US growth in 2018 was 2.9% – at the peak of the upswing of a business cycle. It would be an extraordinarily sharp decline, approaching the scale of the international financial crisis of 2008, for the US to fall from the peak of a business cycle to a recession in a single year. Conditions for such a repeat of the greatest financial crisis for 80 years, since the Great Depression, are not indicated at present. Instead a slowdown of the US economy, not an actual recession, will occur in 2019. The IMF itself projects a fall in US growth from 2.9% in 2018 to 2.3% in 2019 – I would estimate that growth could be slightly higher, but the IMF figure is not unreasonable. But what such a trend indicates is that the Trump administration’s claims that US growth would accelerate are false. Instead growth in 2019 would fall. And growth in 2020 would be lower than in 2019 – a serious issue for Trump as 2020 is an election year.
Certainly, information which leaked on the same day that the Xi Jinping – Trump summit was announced indicated clearly the Trump administration felt seriously concerned about the state of the US economy.
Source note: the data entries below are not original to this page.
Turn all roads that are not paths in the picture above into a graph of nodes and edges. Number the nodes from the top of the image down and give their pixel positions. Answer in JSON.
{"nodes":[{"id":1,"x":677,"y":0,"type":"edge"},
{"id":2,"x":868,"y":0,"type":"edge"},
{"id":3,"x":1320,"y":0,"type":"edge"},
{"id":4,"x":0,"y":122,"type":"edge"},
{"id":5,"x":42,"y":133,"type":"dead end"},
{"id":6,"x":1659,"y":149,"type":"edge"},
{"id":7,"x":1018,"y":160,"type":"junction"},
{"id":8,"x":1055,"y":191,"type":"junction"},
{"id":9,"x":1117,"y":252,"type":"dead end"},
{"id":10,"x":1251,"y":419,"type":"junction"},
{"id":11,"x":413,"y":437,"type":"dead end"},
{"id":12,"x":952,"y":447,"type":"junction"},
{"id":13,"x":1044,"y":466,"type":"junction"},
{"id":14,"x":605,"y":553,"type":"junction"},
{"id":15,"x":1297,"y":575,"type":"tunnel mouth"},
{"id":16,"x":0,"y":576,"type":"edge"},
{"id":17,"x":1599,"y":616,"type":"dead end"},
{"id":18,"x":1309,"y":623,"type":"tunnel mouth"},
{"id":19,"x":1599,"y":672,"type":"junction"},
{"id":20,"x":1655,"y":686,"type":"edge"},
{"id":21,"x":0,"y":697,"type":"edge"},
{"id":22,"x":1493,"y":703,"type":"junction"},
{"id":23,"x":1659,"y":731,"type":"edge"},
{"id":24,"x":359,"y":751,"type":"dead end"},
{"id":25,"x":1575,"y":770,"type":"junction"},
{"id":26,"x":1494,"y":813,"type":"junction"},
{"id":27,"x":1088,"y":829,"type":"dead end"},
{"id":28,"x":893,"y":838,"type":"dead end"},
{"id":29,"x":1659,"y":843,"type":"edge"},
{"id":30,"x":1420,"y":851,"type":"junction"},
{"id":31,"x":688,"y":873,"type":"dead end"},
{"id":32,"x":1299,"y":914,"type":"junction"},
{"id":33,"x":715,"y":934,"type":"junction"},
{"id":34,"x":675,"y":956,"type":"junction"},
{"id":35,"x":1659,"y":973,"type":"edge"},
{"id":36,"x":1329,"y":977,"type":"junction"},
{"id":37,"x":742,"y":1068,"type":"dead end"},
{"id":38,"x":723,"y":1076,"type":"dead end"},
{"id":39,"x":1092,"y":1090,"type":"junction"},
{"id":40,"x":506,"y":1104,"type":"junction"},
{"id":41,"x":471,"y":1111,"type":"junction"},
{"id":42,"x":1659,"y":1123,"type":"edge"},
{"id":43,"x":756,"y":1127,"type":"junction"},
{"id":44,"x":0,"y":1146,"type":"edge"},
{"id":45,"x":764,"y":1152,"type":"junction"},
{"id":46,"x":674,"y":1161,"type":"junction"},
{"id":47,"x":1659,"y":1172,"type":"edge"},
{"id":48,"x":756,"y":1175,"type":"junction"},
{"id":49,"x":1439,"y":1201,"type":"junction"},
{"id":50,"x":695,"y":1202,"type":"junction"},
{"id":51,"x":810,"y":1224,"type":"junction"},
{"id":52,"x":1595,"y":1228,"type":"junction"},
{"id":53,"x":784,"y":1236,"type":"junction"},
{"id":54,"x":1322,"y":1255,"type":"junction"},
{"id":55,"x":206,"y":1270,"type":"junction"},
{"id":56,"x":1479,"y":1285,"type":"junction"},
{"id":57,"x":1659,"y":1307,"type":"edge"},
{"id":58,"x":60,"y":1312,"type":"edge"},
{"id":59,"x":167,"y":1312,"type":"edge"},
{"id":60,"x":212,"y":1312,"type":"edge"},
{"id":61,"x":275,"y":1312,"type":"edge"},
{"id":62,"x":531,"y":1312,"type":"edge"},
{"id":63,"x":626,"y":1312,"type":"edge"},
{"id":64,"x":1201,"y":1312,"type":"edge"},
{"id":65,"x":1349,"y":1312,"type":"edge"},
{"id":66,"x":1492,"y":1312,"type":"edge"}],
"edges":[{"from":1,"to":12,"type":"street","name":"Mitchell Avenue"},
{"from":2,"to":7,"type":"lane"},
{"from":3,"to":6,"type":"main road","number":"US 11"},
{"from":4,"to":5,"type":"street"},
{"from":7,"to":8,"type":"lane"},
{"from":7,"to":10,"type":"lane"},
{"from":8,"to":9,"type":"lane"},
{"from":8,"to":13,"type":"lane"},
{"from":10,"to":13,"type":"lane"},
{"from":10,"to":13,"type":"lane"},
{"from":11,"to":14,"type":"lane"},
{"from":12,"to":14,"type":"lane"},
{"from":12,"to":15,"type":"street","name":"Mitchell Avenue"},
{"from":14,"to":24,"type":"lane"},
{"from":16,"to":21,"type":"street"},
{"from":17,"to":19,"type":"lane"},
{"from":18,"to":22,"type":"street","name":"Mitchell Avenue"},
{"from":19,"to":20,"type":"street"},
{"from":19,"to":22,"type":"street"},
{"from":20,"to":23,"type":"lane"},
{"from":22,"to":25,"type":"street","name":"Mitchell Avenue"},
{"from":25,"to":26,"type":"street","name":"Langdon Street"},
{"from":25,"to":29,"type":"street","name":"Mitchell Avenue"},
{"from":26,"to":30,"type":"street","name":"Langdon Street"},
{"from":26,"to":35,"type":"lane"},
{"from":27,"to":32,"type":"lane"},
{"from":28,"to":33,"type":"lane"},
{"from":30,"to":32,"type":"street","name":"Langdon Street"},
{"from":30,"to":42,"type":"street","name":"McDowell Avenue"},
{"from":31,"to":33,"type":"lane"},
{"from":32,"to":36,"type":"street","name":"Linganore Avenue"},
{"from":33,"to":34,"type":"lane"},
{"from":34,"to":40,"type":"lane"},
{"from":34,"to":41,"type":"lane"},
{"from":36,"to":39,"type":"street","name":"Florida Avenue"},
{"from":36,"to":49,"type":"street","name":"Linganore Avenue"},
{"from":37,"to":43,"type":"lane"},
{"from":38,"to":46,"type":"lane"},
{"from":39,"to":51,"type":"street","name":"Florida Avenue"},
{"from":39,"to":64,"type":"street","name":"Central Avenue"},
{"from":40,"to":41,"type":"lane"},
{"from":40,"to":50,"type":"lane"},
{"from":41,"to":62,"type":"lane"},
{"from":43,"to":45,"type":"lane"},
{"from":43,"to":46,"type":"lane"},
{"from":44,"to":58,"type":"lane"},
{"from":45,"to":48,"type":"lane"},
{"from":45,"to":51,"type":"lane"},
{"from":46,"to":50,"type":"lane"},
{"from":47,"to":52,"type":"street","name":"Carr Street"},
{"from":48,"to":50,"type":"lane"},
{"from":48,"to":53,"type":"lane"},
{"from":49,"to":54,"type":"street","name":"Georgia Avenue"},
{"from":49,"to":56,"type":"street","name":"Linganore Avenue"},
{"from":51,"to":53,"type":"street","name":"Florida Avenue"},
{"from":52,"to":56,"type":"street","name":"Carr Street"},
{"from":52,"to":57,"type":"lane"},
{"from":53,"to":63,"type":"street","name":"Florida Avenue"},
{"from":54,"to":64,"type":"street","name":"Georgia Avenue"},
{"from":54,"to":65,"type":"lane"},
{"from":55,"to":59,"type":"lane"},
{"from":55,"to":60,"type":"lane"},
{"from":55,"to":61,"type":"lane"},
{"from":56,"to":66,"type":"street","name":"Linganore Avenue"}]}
It was leaked to Bloomberg that, in an unprecedented move, the Trump administration had explored if it was possible legally to dismiss their own appointed Chair of the US Federal Reserve Jerome Powell – who had only take up office in February 2018. This was immediately understood to indicate that the Trump administration feared the downward pressure on the US economy.
It is important not to exaggerate. It is still 17 months to the US presidential election. This means the bad polling numbers for Trump can still be overcome – but they are clearly a negative for him. While some US analysts project a recession in 2019, for the reasons given here it is much more likely that the US economy will slow in 2019 rather than a recession occur – although if the economy slows significantly in 2019 a recession in 2020 is entirely not impossible, which would clearly be ultra-negative for Trump. But even without an actual recession what this combination of bad polling numbers and economic deceleration does produce is clearly pressure on the Trump administration.
This is not the only factor in the situation, but it is clearly part of the background to the Xi-Trump summit at the G20.
Author’s Note: This article was finished before it was made public that the US side requested the phone call with China which led to agreement on the Xi Jinping-Trump summit. This information is in line with the analysis in the article.